Reputation: 12672
I am invoking a Python tool called spark-ec2 from a Bash script.
As part of its work, spark-ec2 makes several calls to the system's ssh
command via use of the subprocess
module.
s = subprocess.Popen(
ssh_command(opts) + ['-t', '-t', '-o', 'ConnectTimeout=3',
'%s@%s' % (opts.user, host), stringify_command('true')],
stdout=subprocess.PIPE,
stderr=subprocess.STDOUT # we pipe stderr through stdout to preserve output order
)
cmd_output = s.communicate()[0] # [1] is stderr, which we redirected to stdout
For some reason, spark-ec2 is hanging on that line where communicate()

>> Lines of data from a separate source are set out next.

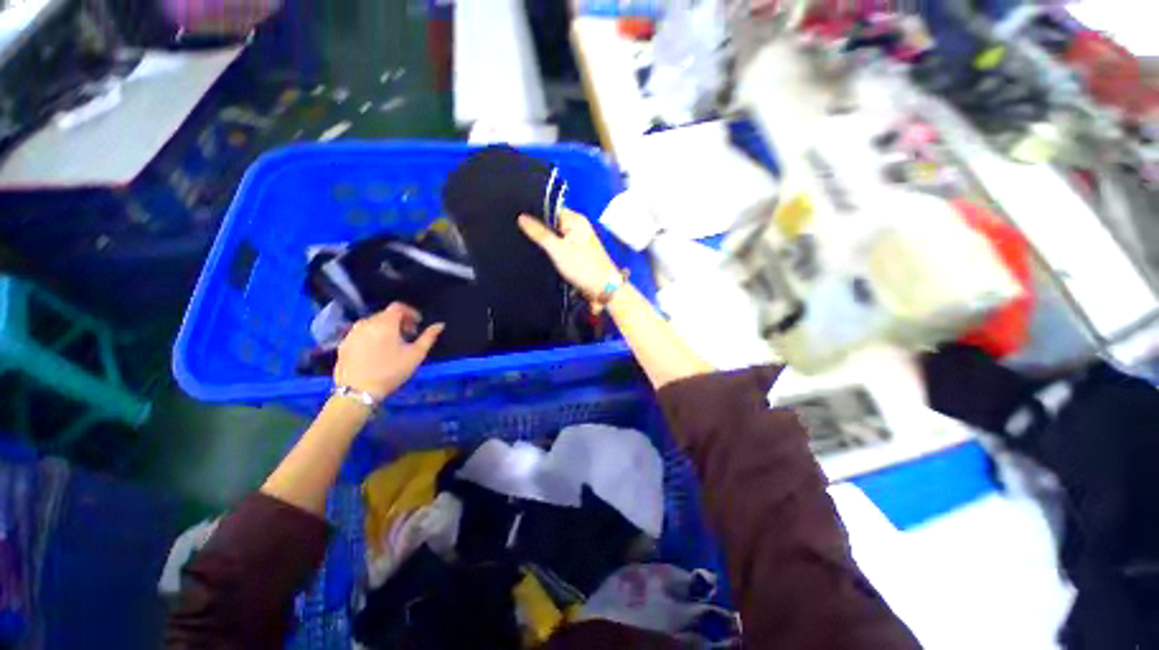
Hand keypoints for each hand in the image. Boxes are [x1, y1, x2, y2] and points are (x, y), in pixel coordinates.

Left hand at [334, 303, 443, 399]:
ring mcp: (352, 333)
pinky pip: (361, 333)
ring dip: (385, 328)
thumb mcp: (415, 355)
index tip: (418, 324)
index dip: (411, 312)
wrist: (357, 391)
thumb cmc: (391, 371)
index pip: (398, 306)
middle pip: (385, 314)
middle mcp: (366, 323)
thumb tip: (440, 325)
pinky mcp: (344, 343)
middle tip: (408, 335)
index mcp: (385, 323)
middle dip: (399, 321)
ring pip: (373, 323)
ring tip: (393, 344)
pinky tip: (377, 351)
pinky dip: (372, 336)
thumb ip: (428, 337)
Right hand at [519, 208, 618, 298]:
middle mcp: (578, 227)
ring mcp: (578, 241)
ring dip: (545, 243)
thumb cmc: (582, 267)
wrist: (603, 288)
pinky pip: (560, 248)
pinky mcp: (577, 254)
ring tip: (528, 246)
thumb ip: (539, 233)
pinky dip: (552, 252)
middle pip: (552, 223)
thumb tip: (521, 217)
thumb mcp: (557, 249)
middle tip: (521, 236)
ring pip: (555, 237)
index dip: (535, 214)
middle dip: (539, 230)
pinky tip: (541, 256)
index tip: (518, 221)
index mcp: (575, 220)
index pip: (550, 209)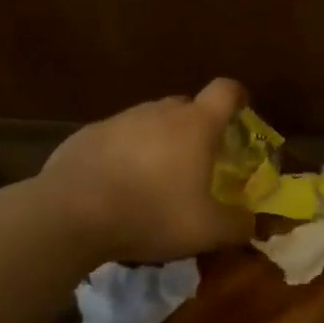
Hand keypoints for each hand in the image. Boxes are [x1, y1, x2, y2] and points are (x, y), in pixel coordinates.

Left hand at [38, 79, 255, 264]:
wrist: (71, 213)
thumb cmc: (151, 213)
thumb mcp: (207, 231)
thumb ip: (238, 224)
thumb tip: (251, 221)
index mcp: (195, 125)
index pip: (226, 91)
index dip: (237, 98)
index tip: (240, 115)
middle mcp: (158, 112)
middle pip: (186, 107)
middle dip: (196, 129)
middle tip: (197, 163)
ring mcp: (119, 120)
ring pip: (149, 122)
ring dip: (157, 143)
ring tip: (153, 182)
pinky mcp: (87, 135)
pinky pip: (116, 139)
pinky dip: (123, 155)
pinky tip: (115, 188)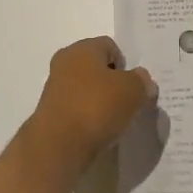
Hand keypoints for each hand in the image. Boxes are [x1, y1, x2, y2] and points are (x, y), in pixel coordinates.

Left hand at [28, 37, 156, 172]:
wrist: (59, 146)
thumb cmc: (97, 107)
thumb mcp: (133, 90)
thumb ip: (142, 81)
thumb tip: (142, 81)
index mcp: (82, 48)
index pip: (110, 46)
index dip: (126, 64)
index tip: (134, 86)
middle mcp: (65, 62)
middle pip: (97, 68)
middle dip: (114, 84)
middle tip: (129, 103)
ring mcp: (55, 89)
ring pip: (87, 90)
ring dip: (101, 102)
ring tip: (115, 122)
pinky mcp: (51, 114)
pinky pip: (77, 110)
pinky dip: (89, 118)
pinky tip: (99, 132)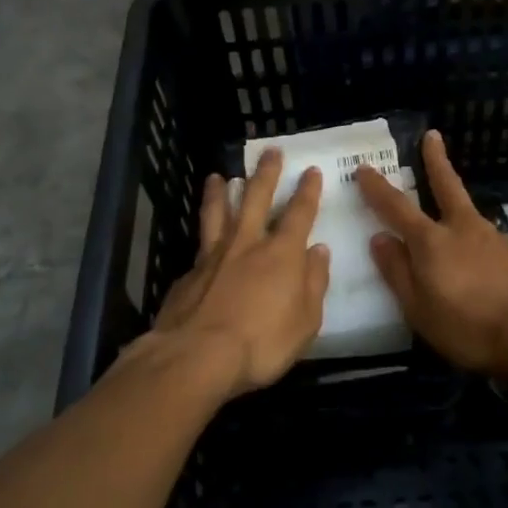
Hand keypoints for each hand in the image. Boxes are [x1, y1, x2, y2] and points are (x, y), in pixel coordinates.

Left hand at [147, 149, 330, 397]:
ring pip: (217, 212)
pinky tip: (201, 238)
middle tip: (270, 151)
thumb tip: (319, 250)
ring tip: (217, 175)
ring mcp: (213, 255)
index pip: (299, 213)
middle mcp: (247, 243)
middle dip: (266, 173)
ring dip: (219, 191)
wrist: (196, 356)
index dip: (307, 191)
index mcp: (281, 253)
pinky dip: (203, 235)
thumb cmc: (262, 343)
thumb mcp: (306, 321)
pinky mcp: (188, 273)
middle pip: (256, 198)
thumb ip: (314, 283)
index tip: (311, 170)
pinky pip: (199, 244)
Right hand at [356, 131, 507, 379]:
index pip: (396, 207)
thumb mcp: (420, 309)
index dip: (377, 187)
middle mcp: (462, 229)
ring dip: (455, 204)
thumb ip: (398, 272)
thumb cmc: (470, 327)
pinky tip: (478, 262)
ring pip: (467, 213)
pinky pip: (485, 240)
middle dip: (436, 160)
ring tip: (450, 215)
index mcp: (431, 241)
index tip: (363, 167)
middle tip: (432, 135)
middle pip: (446, 186)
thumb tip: (379, 238)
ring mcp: (493, 238)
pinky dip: (475, 241)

is called. I have no idea why.
For the record, here is an excerpt that shows how I'm invoking spark-ec2:
# excerpt from script-that-calls-spark-ec2.sh
# snipped: load AWS keys and do other setup stuff
timeout 30m spark-ec2 launch "$CLUSTER_NAME" ...

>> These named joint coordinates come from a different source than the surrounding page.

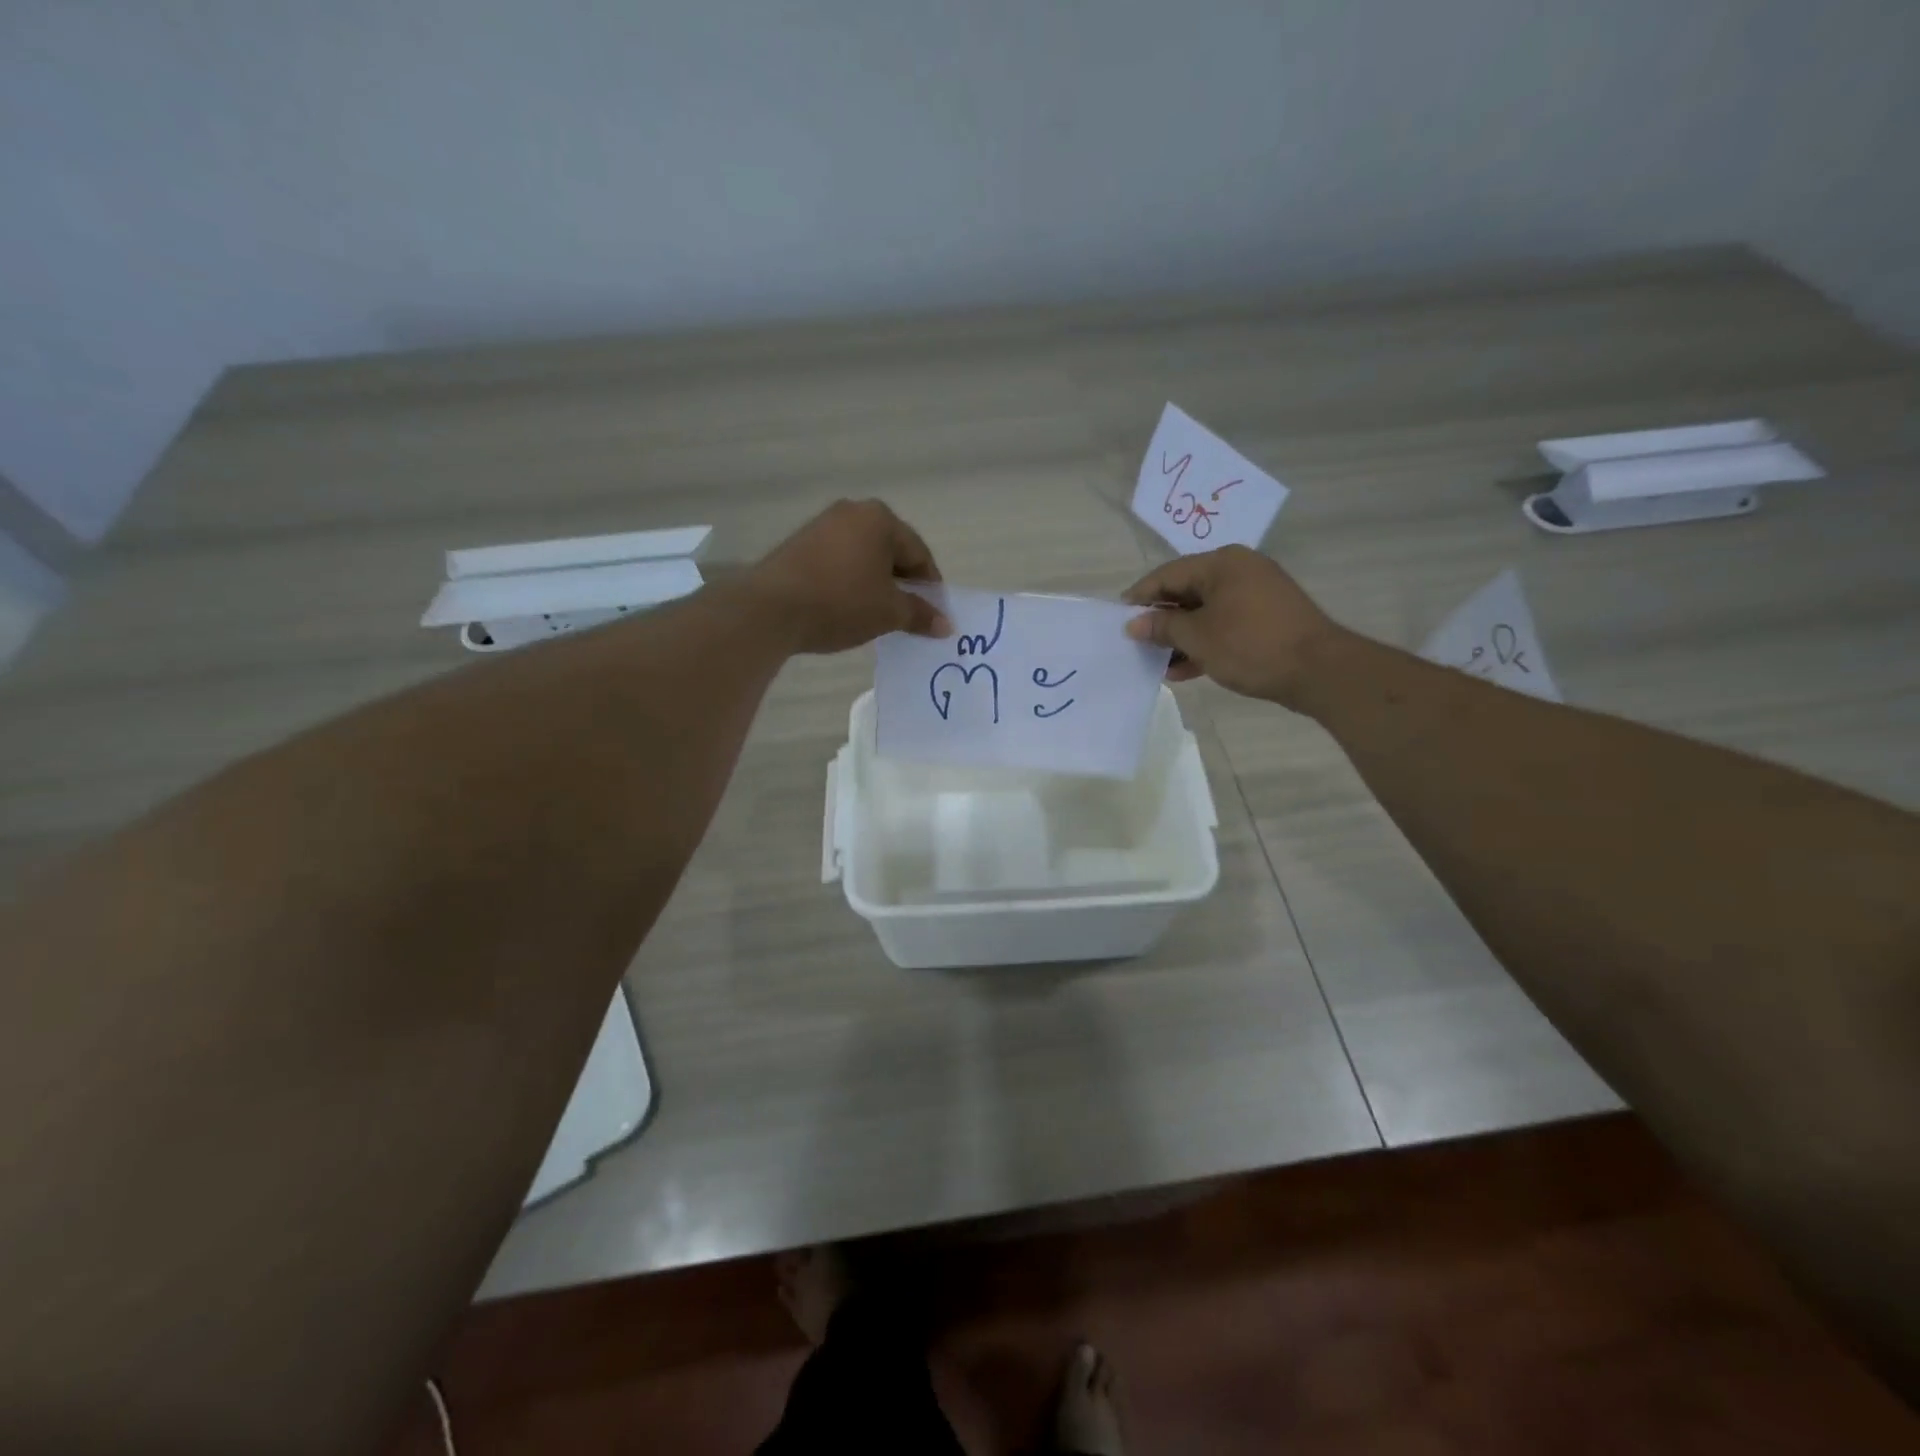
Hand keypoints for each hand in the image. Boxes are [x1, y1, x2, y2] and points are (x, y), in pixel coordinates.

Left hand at [746, 499, 950, 654]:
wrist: (771, 609)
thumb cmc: (842, 602)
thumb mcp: (888, 612)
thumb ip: (920, 614)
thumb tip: (945, 624)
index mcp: (880, 519)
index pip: (918, 553)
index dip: (930, 586)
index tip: (933, 614)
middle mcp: (852, 512)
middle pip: (890, 551)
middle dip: (902, 583)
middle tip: (908, 615)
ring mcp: (821, 525)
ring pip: (863, 557)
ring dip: (875, 584)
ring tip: (877, 615)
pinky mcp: (799, 544)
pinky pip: (838, 562)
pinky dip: (850, 582)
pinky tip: (847, 607)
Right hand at [1122, 546, 1341, 708]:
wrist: (1319, 670)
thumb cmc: (1251, 645)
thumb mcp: (1198, 637)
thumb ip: (1162, 627)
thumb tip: (1134, 623)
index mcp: (1222, 563)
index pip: (1168, 574)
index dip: (1141, 597)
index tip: (1120, 618)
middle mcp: (1239, 570)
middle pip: (1187, 591)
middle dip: (1162, 620)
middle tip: (1138, 643)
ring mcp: (1256, 594)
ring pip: (1205, 612)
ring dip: (1181, 637)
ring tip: (1159, 663)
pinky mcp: (1267, 618)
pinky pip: (1225, 624)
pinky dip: (1205, 643)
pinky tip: (1185, 670)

# snipped: if timeout, report and exit
What's killing me is that when I call spark-ec2 alone it works fine, and when I copy and paste commands from this Bash script and run them interactively they work fine.

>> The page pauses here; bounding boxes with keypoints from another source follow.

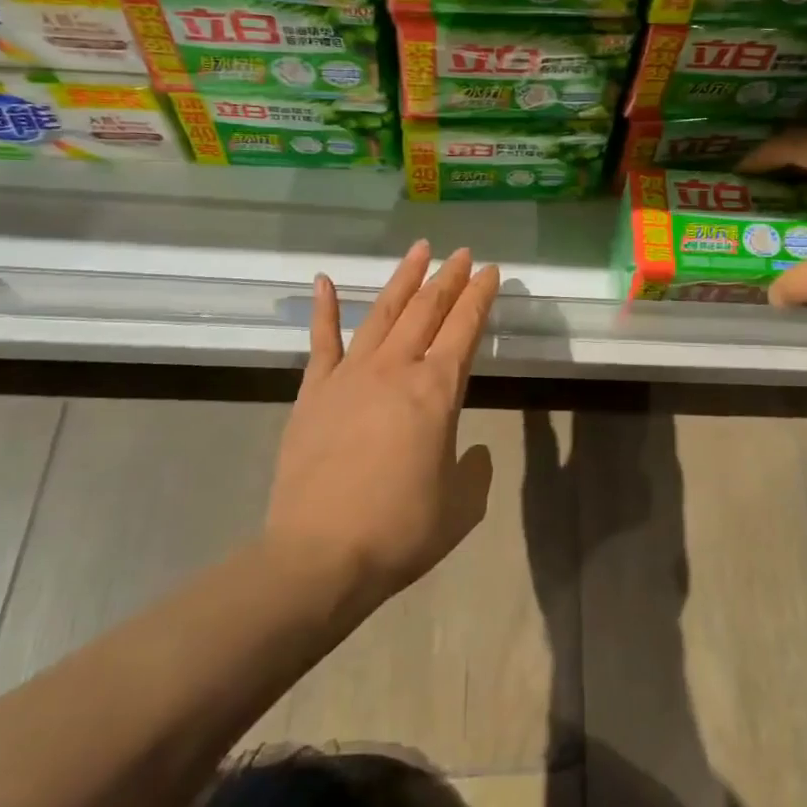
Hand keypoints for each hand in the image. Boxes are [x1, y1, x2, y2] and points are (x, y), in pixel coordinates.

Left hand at [266, 241, 500, 609]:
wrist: (320, 556)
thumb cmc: (401, 530)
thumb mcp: (462, 505)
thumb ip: (475, 470)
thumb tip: (472, 452)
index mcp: (437, 391)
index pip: (465, 329)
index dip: (481, 296)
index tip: (491, 271)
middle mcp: (396, 370)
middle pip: (427, 310)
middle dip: (449, 278)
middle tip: (463, 253)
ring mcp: (350, 376)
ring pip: (383, 313)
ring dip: (403, 279)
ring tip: (418, 250)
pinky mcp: (314, 392)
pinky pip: (322, 341)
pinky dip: (325, 309)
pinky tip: (325, 281)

It's only when I execute the whole script like this
$ ./script-that-calls-spark-ec2.sh
that spark-ec2 hangs on that communicate()
step. This is driving me nuts.
What's going on?
Upvotes: 1
Views: 1970
Reputation: 12672
This is one of those things that, once I figured it out, made me say "Wow..." out loud in a mixture of amazement and disgust.
In this case, spark-ec2 isn't hanging because of some deadlock related to the use of subprocess.PIPE
, as might've been the case if spark-ec2 had used Popen.wait()
instead of Popen.communicate()
.
The problem, as hinted to by the fact that spark-ec2 only hangs when the whole Bash script is invoked at once, is caused by something that behaves in subtly different ways depending on whether it's being called interactively or not.
In this case the culprit is the GNU coreutils utility timeout
, and an option it offers called --foreground
.
From the timeout
man page:
--foreground
when not running timeout directly from a shell prompt,
allow COMMAND to read from the TTY and get TTY signals; in this
mode, children of COMMAND will not be timed out
Without this option, Python's communicate()
cannot read the output of the SSH command being invoked by subprocess.Popen()
.
This probably has something to do with SSH allocating TTYs via the -t
switches, but honestly I don't fully understand it.
What I can say, though, is that modifying the Bash script to use the --foreground
option like this
timeout --foreground 30m spark-ec2 launch "$CLUSTER_NAME" ...
makes everything work as expected.
Now, if I were you, I would consider converting that Bash script into something else that won't drive you nuts...
Upvotes: 2